→ WORK INSTRUCTION: Among the entries below, please show each line that carries the word "relative".

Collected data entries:
==*==

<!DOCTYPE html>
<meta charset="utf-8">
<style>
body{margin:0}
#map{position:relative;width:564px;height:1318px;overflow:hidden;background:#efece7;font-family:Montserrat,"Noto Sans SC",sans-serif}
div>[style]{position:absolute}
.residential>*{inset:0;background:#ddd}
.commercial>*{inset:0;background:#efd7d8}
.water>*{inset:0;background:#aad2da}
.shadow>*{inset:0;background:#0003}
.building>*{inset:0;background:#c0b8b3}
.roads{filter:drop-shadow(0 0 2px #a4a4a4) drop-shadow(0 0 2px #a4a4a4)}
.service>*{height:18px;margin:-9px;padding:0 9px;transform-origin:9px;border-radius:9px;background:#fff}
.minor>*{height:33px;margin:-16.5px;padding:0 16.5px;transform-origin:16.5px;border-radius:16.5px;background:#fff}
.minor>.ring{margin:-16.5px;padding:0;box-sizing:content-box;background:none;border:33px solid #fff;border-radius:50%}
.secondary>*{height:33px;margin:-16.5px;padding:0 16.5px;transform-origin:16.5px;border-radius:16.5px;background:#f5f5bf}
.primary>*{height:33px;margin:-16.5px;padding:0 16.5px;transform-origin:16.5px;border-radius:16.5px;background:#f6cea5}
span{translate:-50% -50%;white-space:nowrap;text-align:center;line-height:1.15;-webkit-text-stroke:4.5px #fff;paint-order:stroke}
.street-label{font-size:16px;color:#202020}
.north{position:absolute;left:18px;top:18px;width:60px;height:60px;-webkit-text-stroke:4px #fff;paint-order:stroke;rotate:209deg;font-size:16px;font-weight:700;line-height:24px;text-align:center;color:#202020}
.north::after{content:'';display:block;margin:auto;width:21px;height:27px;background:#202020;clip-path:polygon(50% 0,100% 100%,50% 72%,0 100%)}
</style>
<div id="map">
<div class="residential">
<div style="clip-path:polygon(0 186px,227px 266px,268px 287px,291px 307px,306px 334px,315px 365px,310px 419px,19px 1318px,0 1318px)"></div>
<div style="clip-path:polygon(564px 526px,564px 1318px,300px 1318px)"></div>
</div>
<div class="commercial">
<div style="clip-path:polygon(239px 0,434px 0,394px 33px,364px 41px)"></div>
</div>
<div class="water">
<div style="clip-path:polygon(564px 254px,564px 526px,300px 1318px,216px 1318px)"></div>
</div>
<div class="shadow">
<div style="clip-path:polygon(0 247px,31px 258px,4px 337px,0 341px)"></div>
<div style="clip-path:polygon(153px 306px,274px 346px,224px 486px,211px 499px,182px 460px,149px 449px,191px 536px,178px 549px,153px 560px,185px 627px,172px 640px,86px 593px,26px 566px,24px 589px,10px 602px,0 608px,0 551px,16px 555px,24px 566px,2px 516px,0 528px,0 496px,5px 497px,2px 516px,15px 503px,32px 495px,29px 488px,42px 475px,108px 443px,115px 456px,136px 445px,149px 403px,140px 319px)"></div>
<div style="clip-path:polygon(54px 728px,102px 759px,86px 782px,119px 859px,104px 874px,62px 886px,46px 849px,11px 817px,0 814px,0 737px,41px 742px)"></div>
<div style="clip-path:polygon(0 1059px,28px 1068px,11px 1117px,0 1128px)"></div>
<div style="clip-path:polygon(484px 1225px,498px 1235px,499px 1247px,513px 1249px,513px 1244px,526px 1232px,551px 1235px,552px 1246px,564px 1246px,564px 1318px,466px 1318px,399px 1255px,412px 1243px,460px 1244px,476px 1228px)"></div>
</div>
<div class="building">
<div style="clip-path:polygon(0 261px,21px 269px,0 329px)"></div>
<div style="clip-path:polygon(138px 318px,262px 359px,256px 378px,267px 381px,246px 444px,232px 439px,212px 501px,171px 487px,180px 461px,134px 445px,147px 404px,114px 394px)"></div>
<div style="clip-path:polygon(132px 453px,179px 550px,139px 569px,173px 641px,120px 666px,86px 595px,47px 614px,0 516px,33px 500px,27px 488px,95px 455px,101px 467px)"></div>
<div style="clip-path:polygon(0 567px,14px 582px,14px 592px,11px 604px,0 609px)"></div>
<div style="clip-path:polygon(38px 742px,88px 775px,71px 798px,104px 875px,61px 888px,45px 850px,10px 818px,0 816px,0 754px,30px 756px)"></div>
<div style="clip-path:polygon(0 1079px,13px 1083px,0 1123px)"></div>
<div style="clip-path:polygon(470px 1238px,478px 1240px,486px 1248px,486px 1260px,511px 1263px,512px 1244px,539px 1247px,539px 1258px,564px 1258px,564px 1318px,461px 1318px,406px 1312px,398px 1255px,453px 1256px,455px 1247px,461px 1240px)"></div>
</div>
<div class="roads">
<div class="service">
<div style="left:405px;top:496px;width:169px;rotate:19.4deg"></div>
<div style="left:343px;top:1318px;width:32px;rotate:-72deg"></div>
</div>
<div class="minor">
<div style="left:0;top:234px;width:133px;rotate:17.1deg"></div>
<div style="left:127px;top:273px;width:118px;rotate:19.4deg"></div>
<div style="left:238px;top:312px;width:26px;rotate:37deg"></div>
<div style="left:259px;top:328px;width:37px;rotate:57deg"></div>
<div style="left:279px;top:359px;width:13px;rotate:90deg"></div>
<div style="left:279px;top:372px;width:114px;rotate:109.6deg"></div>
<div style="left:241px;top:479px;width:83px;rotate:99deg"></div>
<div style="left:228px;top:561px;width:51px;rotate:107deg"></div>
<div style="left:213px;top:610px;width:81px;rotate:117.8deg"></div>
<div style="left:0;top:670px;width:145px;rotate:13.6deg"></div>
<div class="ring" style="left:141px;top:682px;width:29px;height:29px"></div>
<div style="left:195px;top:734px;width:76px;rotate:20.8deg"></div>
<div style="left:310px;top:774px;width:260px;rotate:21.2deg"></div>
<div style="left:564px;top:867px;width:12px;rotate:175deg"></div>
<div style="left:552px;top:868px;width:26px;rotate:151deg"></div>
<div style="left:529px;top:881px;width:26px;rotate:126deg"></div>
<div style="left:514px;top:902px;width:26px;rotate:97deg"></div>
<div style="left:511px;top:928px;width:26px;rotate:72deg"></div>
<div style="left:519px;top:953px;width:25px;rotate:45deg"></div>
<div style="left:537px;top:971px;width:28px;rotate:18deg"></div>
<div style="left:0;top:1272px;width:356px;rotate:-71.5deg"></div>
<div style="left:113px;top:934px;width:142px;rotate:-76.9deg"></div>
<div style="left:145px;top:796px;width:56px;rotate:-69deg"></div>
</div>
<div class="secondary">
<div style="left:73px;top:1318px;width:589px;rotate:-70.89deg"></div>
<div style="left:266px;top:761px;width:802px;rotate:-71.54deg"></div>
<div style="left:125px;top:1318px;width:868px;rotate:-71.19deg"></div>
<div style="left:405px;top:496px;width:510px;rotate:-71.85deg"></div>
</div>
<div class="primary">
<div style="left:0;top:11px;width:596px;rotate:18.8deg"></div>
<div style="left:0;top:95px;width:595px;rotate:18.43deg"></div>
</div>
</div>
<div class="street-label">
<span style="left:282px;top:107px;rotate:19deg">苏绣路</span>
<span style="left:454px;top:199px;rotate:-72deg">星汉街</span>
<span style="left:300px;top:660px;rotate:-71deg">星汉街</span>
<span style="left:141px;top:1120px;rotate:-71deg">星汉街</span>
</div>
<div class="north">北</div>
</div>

==*==

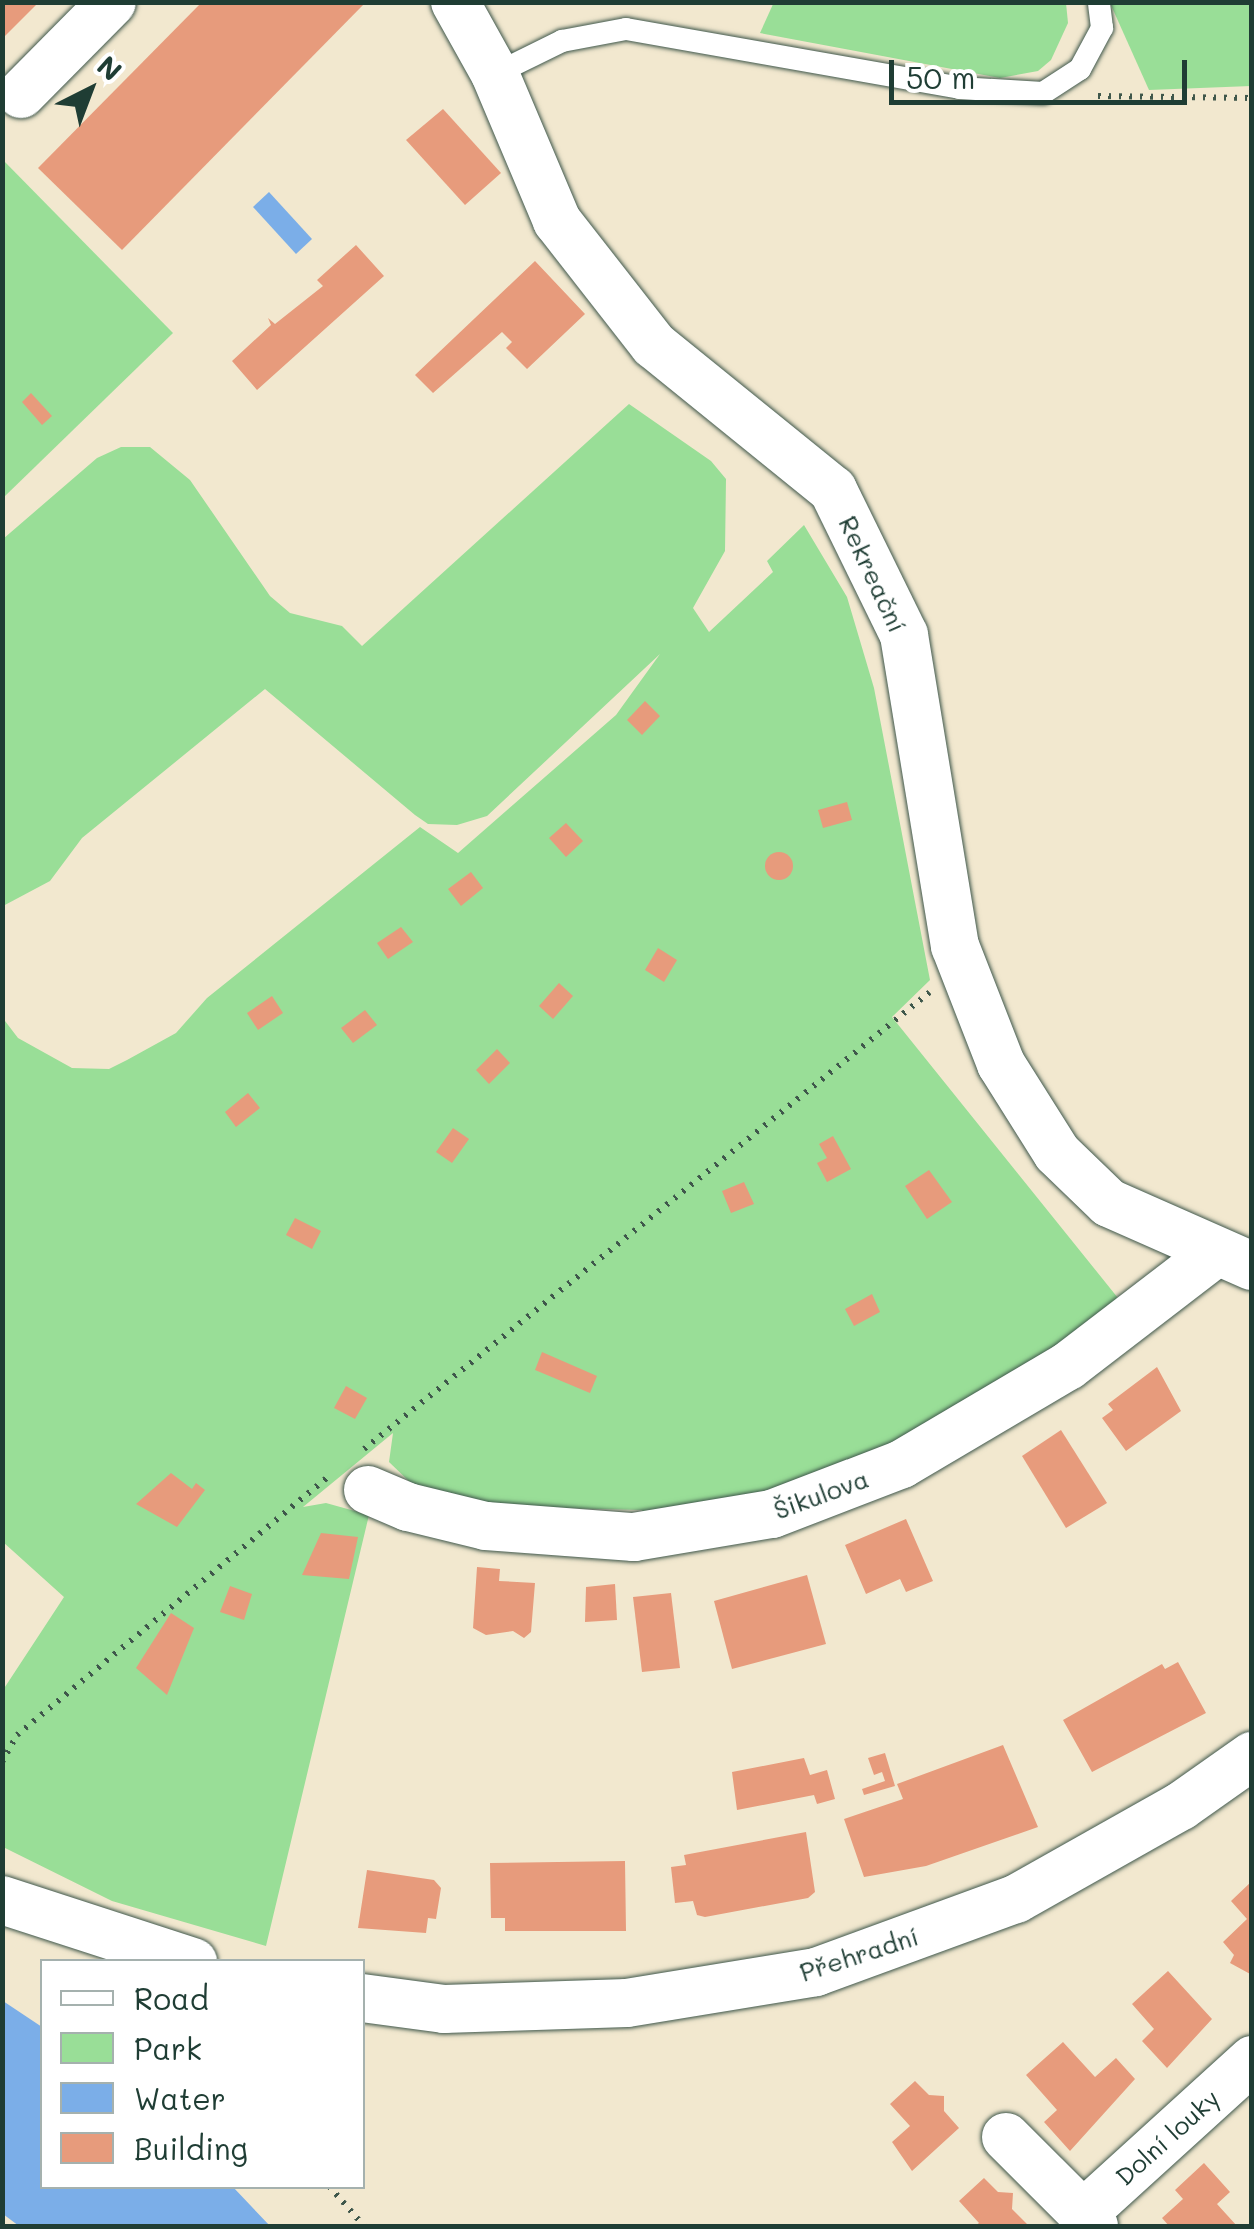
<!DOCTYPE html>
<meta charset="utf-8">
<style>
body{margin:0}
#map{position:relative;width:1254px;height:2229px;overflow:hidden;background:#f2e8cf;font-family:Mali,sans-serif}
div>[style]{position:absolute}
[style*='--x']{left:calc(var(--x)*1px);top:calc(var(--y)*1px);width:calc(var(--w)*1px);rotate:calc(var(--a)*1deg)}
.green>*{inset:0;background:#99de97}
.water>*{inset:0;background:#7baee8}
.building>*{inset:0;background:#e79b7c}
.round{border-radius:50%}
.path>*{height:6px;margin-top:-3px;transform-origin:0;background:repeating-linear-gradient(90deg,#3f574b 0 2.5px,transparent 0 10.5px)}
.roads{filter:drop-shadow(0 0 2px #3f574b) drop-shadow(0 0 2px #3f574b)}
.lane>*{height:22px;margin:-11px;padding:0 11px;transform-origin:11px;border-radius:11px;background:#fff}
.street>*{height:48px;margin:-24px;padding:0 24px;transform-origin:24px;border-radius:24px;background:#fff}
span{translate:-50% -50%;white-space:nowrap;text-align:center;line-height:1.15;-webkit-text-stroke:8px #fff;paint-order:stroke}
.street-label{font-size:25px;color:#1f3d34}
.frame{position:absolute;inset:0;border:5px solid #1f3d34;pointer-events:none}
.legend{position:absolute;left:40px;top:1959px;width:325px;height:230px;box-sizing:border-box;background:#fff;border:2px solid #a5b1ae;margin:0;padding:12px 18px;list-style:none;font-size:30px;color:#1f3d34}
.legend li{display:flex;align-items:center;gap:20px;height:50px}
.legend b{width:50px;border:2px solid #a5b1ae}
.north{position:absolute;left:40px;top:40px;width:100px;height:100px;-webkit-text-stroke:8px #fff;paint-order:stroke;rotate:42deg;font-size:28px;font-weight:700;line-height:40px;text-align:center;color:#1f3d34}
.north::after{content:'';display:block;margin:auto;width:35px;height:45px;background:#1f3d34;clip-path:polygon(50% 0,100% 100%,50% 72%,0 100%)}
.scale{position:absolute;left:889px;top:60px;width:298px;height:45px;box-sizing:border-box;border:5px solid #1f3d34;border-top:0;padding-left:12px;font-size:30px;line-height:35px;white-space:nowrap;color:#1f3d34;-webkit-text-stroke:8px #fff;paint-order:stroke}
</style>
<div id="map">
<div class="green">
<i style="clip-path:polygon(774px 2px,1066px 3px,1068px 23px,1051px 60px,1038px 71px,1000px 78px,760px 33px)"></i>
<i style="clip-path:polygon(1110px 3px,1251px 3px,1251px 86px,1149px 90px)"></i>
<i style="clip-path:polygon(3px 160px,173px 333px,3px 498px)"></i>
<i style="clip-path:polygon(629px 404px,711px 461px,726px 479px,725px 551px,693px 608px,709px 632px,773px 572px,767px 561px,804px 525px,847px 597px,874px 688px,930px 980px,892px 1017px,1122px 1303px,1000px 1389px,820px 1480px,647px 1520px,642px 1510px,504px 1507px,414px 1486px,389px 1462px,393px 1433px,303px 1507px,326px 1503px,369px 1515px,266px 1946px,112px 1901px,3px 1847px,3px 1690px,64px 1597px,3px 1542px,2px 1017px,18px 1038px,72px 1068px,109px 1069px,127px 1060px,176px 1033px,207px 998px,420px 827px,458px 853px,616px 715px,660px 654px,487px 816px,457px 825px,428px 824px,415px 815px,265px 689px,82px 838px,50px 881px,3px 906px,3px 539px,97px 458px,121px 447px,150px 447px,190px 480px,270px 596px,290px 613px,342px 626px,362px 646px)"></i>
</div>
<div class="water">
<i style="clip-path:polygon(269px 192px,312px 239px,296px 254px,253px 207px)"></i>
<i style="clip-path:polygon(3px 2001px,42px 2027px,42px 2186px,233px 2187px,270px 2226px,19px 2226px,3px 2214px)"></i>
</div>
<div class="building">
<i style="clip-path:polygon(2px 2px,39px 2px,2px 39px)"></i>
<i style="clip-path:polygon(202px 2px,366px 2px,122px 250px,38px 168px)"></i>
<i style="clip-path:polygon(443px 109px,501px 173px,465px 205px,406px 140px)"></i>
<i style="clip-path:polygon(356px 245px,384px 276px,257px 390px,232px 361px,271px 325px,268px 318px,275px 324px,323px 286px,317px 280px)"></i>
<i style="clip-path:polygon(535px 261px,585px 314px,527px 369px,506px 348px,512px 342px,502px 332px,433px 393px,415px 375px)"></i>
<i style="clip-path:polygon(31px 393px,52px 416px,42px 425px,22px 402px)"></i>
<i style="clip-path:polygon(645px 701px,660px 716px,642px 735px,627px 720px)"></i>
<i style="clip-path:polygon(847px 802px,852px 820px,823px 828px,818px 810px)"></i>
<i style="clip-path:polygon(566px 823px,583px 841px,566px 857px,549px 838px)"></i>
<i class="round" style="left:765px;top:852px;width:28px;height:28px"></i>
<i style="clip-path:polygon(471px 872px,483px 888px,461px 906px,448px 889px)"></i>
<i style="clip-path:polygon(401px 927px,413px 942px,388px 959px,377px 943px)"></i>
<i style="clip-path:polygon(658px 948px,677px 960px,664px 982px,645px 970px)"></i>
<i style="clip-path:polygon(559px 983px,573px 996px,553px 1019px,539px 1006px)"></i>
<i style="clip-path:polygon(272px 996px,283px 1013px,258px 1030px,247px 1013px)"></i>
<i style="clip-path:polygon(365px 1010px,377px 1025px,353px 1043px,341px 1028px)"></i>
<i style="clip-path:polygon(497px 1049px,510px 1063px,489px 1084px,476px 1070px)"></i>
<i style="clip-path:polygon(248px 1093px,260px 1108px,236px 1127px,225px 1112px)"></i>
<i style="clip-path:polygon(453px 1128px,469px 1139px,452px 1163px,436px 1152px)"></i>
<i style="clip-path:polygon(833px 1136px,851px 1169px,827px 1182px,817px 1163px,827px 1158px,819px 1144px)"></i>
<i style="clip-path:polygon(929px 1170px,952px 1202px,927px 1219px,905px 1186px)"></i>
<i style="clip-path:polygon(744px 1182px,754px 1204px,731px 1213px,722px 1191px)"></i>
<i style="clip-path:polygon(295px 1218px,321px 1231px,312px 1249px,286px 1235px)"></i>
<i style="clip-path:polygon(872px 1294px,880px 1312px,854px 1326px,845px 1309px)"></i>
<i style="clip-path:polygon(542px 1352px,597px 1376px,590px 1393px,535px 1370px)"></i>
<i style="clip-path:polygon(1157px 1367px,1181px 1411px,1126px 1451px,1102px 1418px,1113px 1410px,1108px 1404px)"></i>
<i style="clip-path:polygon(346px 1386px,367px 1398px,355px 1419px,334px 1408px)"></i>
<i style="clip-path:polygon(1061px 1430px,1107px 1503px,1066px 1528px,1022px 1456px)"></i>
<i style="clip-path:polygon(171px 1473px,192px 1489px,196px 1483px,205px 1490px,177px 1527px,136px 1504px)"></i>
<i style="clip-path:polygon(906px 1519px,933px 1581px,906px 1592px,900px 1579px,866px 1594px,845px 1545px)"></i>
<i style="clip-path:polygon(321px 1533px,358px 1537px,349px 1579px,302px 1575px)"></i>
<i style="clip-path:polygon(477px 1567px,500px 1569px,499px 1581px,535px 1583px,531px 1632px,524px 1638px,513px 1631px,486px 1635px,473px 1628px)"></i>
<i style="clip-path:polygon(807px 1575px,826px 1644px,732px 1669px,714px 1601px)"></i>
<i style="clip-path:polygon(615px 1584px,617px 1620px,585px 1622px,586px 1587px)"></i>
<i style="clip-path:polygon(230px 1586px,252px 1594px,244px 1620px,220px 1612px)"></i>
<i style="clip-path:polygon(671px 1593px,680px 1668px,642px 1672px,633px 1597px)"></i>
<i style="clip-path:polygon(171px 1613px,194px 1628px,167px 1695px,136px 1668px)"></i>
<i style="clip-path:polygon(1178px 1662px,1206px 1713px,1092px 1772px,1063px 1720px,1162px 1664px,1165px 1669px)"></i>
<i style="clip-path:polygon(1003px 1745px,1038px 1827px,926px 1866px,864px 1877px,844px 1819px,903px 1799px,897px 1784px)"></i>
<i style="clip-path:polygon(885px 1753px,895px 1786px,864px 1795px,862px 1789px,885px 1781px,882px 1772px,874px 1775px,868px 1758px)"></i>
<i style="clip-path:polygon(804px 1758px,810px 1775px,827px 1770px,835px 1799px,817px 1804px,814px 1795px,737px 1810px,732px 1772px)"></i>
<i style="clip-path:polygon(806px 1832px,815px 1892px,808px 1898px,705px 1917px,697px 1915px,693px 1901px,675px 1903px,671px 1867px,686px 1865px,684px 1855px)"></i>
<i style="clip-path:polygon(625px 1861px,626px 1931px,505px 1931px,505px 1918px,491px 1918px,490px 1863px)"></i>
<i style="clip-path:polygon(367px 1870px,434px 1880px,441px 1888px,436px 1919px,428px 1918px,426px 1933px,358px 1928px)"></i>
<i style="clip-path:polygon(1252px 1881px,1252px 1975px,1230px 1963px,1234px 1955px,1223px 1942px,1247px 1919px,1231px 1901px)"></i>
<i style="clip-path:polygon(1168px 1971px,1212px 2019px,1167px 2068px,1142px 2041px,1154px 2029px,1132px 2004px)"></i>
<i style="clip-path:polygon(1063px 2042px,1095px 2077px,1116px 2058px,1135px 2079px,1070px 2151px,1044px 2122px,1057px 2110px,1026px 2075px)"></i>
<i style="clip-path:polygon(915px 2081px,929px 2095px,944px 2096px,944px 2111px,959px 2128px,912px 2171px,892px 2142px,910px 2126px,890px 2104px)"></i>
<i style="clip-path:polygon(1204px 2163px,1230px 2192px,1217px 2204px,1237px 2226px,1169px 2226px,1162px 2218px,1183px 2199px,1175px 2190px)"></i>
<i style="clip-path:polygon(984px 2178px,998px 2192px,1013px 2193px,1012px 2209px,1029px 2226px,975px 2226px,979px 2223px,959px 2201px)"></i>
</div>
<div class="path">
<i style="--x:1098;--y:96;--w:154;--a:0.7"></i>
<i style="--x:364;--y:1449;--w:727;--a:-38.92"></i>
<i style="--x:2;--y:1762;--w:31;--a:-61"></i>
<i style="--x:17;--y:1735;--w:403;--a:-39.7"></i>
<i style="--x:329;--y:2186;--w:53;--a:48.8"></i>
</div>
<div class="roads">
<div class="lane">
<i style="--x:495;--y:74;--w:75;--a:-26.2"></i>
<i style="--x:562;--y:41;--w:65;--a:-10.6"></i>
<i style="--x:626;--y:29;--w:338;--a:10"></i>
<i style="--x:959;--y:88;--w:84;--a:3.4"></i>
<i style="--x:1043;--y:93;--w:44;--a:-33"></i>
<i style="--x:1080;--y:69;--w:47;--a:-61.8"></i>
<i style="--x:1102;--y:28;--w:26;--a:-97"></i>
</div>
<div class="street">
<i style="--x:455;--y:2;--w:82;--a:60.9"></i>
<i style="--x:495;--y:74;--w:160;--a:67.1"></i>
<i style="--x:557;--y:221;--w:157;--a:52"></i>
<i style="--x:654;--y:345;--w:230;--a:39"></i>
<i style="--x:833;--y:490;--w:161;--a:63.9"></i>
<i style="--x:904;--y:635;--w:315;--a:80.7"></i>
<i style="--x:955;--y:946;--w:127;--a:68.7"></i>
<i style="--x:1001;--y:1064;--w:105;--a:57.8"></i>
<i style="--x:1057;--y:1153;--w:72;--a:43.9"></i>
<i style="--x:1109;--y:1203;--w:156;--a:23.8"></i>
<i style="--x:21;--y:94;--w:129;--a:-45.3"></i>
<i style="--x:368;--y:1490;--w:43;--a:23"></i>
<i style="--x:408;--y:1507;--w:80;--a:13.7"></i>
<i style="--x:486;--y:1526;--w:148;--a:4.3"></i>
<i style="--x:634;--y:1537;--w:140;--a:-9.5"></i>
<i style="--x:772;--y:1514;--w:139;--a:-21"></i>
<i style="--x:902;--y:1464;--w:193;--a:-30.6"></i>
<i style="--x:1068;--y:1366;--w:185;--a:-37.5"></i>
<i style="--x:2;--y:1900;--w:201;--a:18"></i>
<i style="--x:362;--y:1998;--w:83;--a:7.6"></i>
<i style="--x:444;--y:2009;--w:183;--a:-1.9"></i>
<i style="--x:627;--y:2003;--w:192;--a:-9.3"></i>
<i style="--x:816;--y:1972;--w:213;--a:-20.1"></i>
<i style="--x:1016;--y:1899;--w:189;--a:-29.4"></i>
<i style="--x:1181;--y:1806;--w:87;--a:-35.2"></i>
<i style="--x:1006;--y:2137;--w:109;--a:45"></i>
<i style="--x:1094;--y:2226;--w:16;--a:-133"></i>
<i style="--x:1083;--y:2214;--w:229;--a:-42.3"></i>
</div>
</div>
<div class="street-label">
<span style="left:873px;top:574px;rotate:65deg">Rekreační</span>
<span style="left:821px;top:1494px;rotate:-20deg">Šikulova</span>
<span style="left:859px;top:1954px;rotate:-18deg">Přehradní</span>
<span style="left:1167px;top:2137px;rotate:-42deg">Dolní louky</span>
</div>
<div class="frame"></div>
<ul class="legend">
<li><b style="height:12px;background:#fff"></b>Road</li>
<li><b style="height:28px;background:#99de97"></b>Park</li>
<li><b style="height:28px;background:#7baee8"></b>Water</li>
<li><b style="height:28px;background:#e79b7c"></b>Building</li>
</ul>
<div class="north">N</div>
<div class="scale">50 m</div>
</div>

==*==

→ YOUR SOLUTION:
#map{position:relative;width:564px;height:1318px;overflow:hidden;background:#efece7;font-family:Montserrat,"Noto Sans SC",sans-serif}
#map{position:relative;width:1254px;height:2229px;overflow:hidden;background:#f2e8cf;font-family:Mali,sans-serif}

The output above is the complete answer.